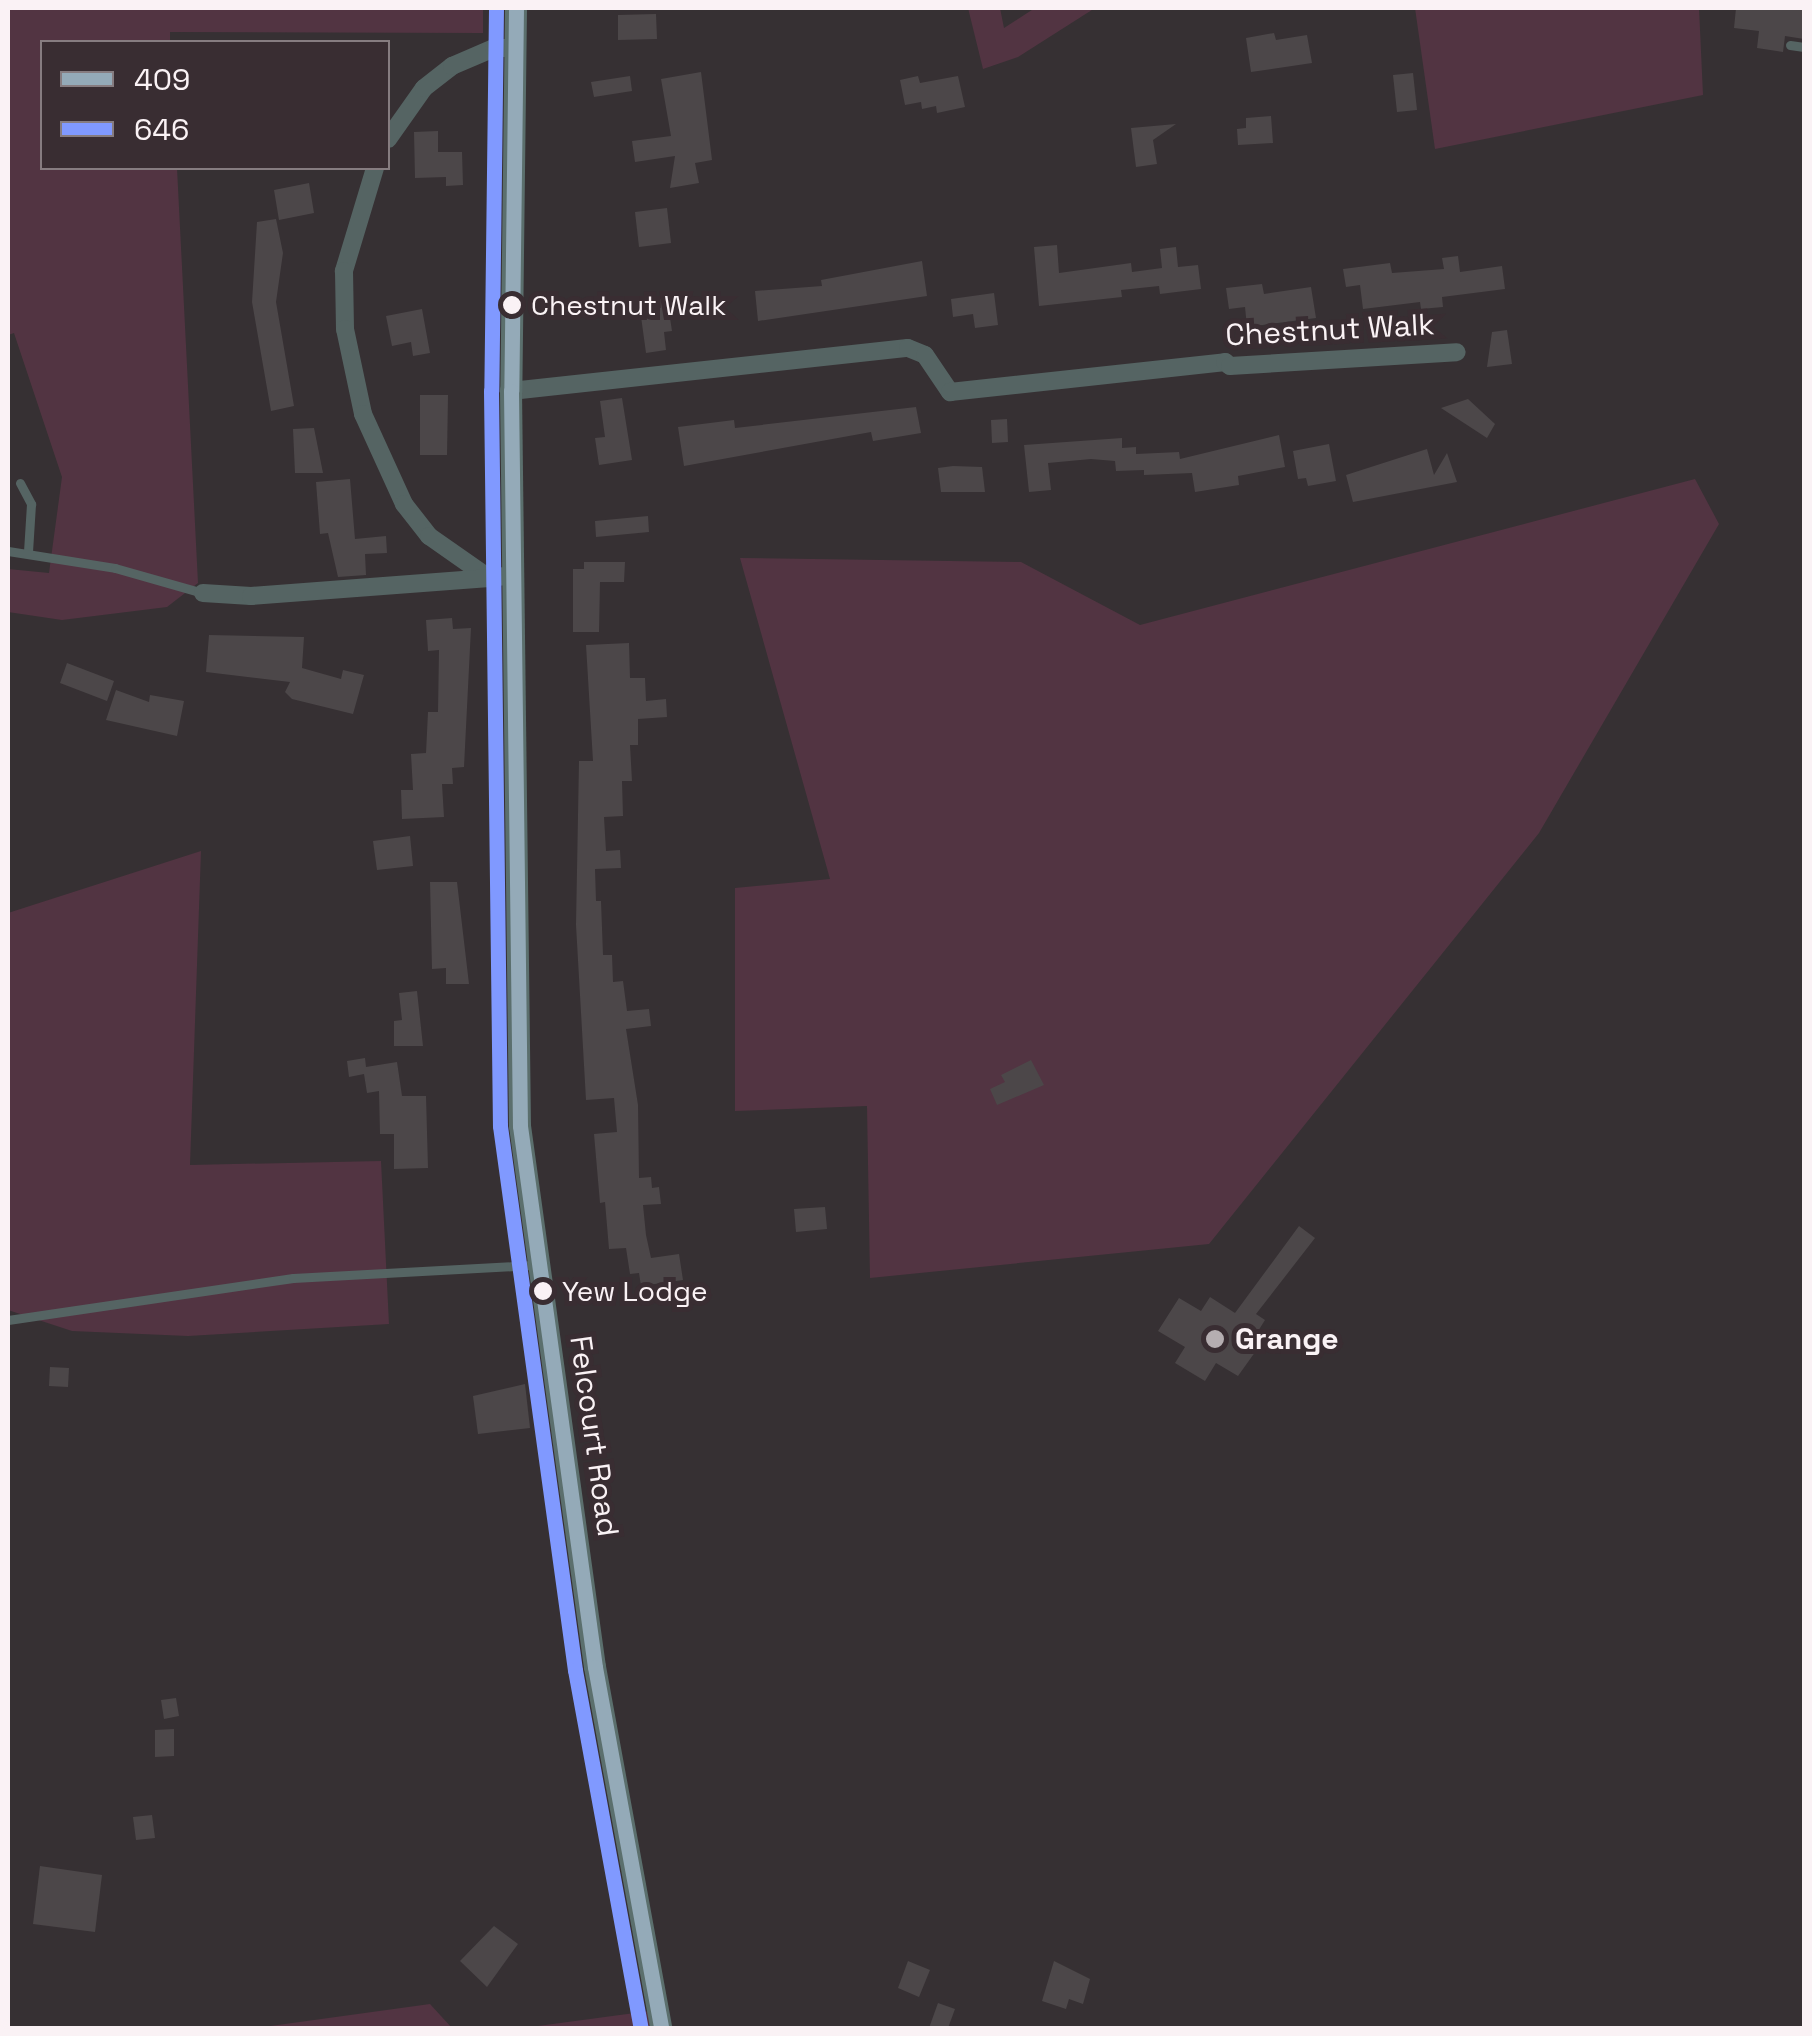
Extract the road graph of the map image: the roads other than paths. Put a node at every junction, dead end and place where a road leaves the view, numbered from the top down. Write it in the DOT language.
graph roads {
  1 [pos="516,8"];
  2 [pos="1790,45"];
  3 [pos="1804,46"];
  4 [pos="516,48"];
  5 [pos="390,136"];
  6 [pos="374,170"];
  7 [pos="1457,352"];
  8 [pos="511,391"];
  9 [pos="20,482"];
  10 [pos="8,551"];
  11 [pos="28,552"];
  12 [pos="514,575"];
  13 [pos="489,578"];
  14 [pos="203,593"];
  15 [pos="540,1265"];
  16 [pos="8,1320"];
  17 [pos="662,2028"];
  1 -- 4 [label="street, Felcourt Road"];
  2 -- 3 [label="lane"];
  4 -- 5 [label="street"];
  4 -- 8 [label="street, Felcourt Road"];
  6 -- 13 [label="street"];
  7 -- 8 [label="street, Chestnut Walk"];
  8 -- 12 [label="street, Felcourt Road"];
  9 -- 11 [label="lane"];
  10 -- 11 [label="lane"];
  11 -- 14 [label="lane"];
  12 -- 13 [label="street"];
  12 -- 15 [label="street, Felcourt Road"];
  13 -- 14 [label="street"];
  15 -- 16 [label="lane"];
  15 -- 17 [label="street, Felcourt Road"];
}
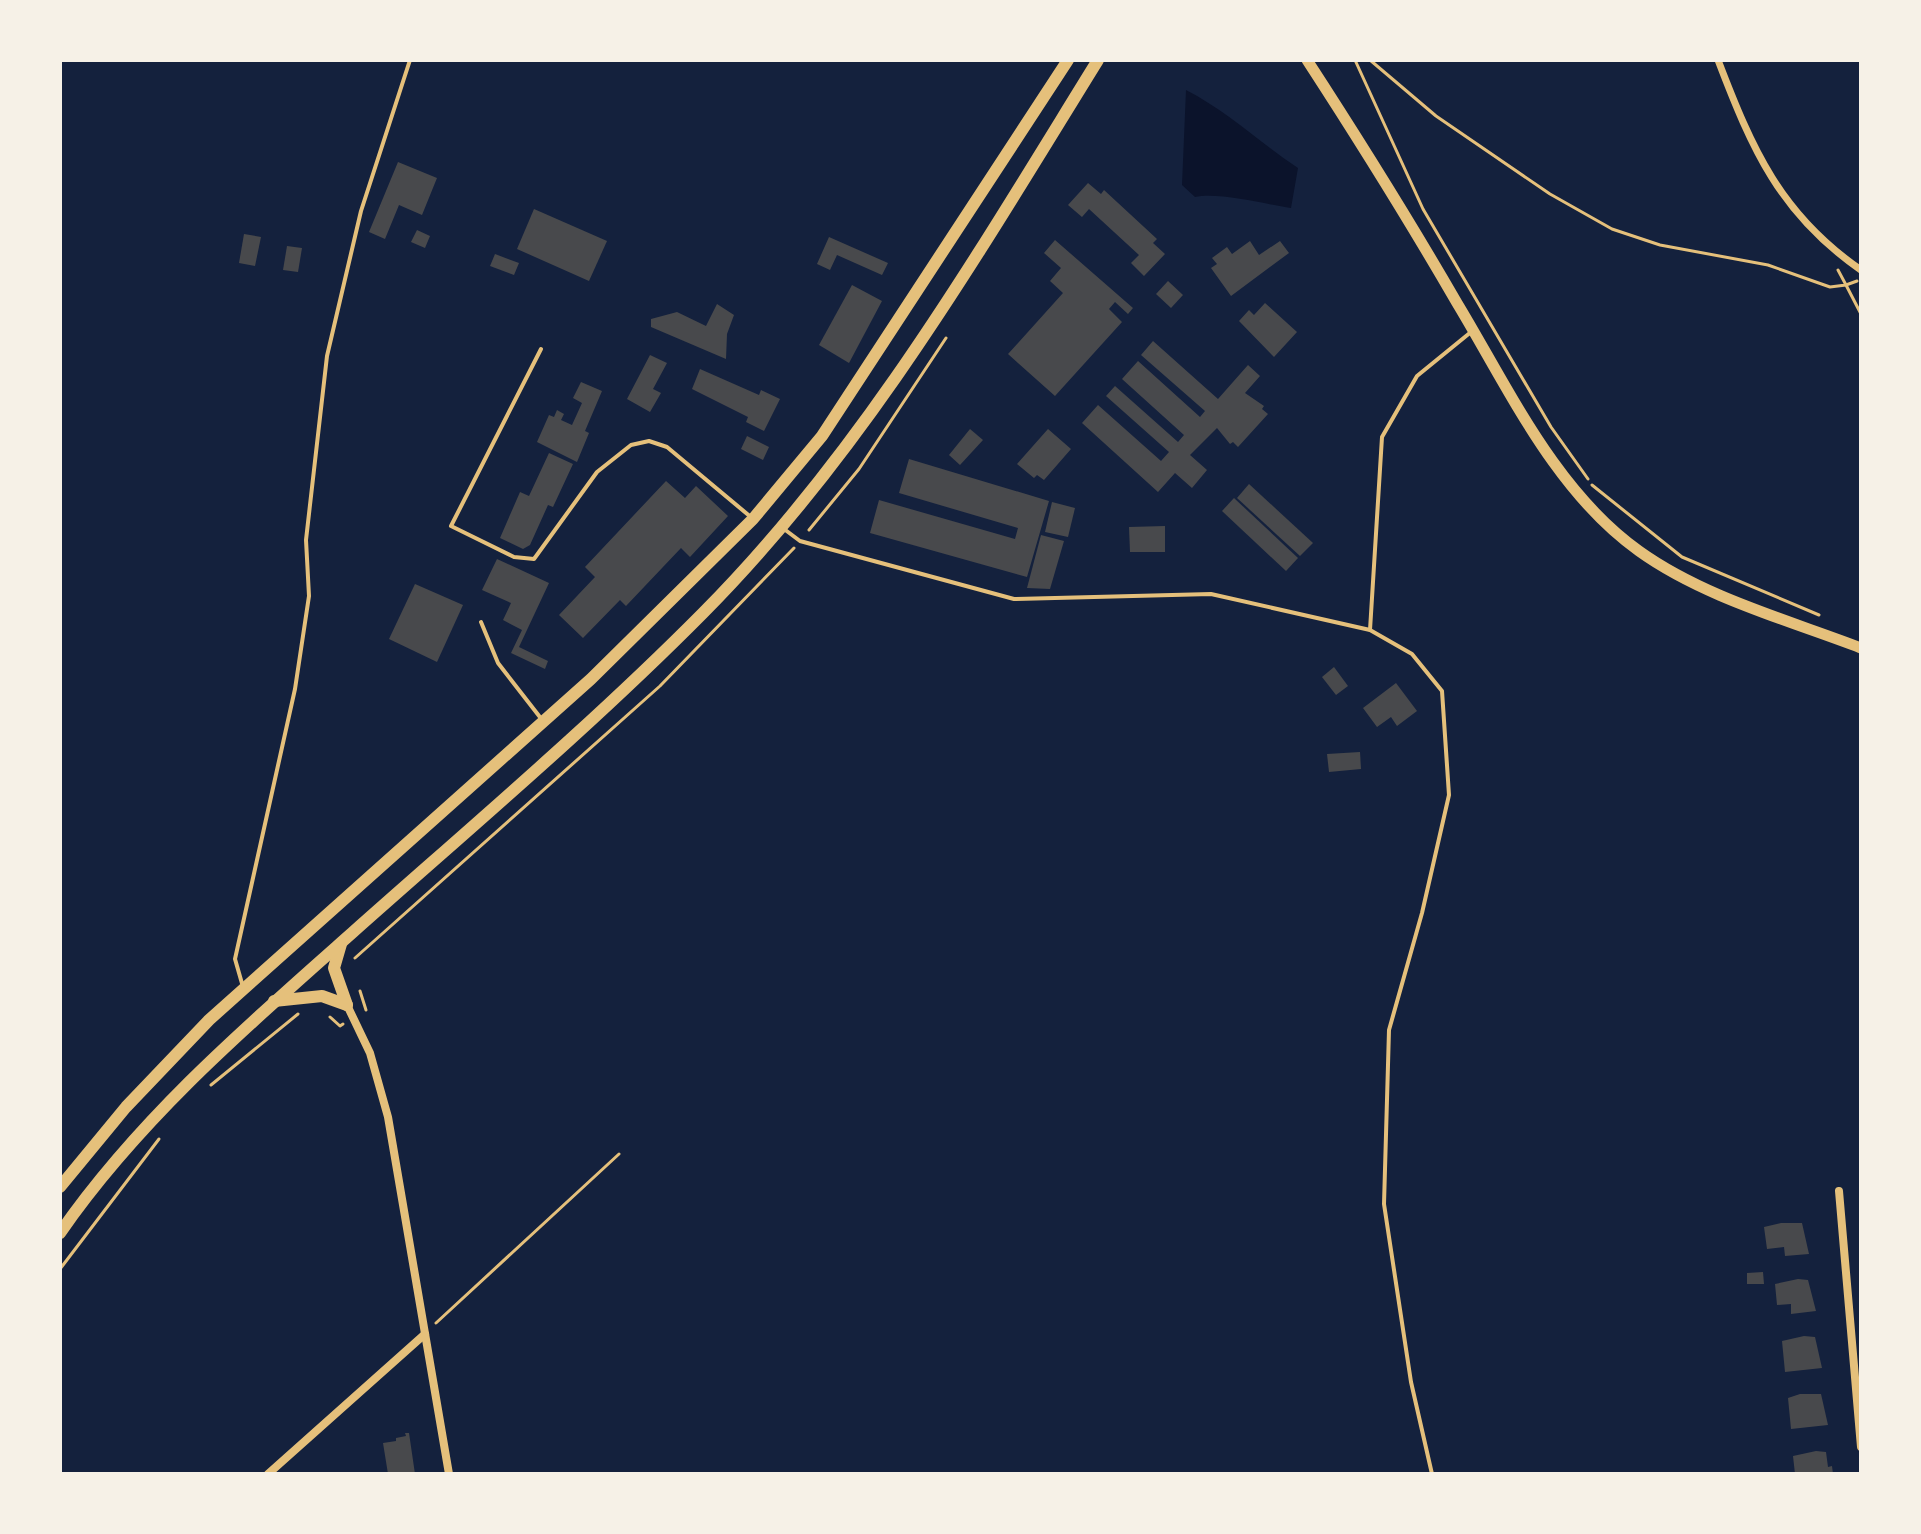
#####
▸ **WHAT THIS TASK INVOLVES**: Reproduce the entries above exactly, without images.

▸ **ANSWER BELOW**:
Extract the road graph of the map image: the roads other than paths. Put a node at every junction, dead end and place where a road leaves the view, numbered from the top down. Write it in the DOT language.
graph roads {
  1 [pos="516,8"];
  2 [pos="1790,45"];
  3 [pos="1804,46"];
  4 [pos="516,48"];
  5 [pos="390,136"];
  6 [pos="374,170"];
  7 [pos="1457,352"];
  8 [pos="511,391"];
  9 [pos="20,482"];
  10 [pos="8,551"];
  11 [pos="28,552"];
  12 [pos="514,575"];
  13 [pos="489,578"];
  14 [pos="203,593"];
  15 [pos="540,1265"];
  16 [pos="8,1320"];
  17 [pos="662,2028"];
  1 -- 4 [label="street, Felcourt Road"];
  2 -- 3 [label="lane"];
  4 -- 5 [label="street"];
  4 -- 8 [label="street, Felcourt Road"];
  6 -- 13 [label="street"];
  7 -- 8 [label="street, Chestnut Walk"];
  8 -- 12 [label="street, Felcourt Road"];
  9 -- 11 [label="lane"];
  10 -- 11 [label="lane"];
  11 -- 14 [label="lane"];
  12 -- 13 [label="street"];
  12 -- 15 [label="street, Felcourt Road"];
  13 -- 14 [label="street"];
  15 -- 16 [label="lane"];
  15 -- 17 [label="street, Felcourt Road"];
}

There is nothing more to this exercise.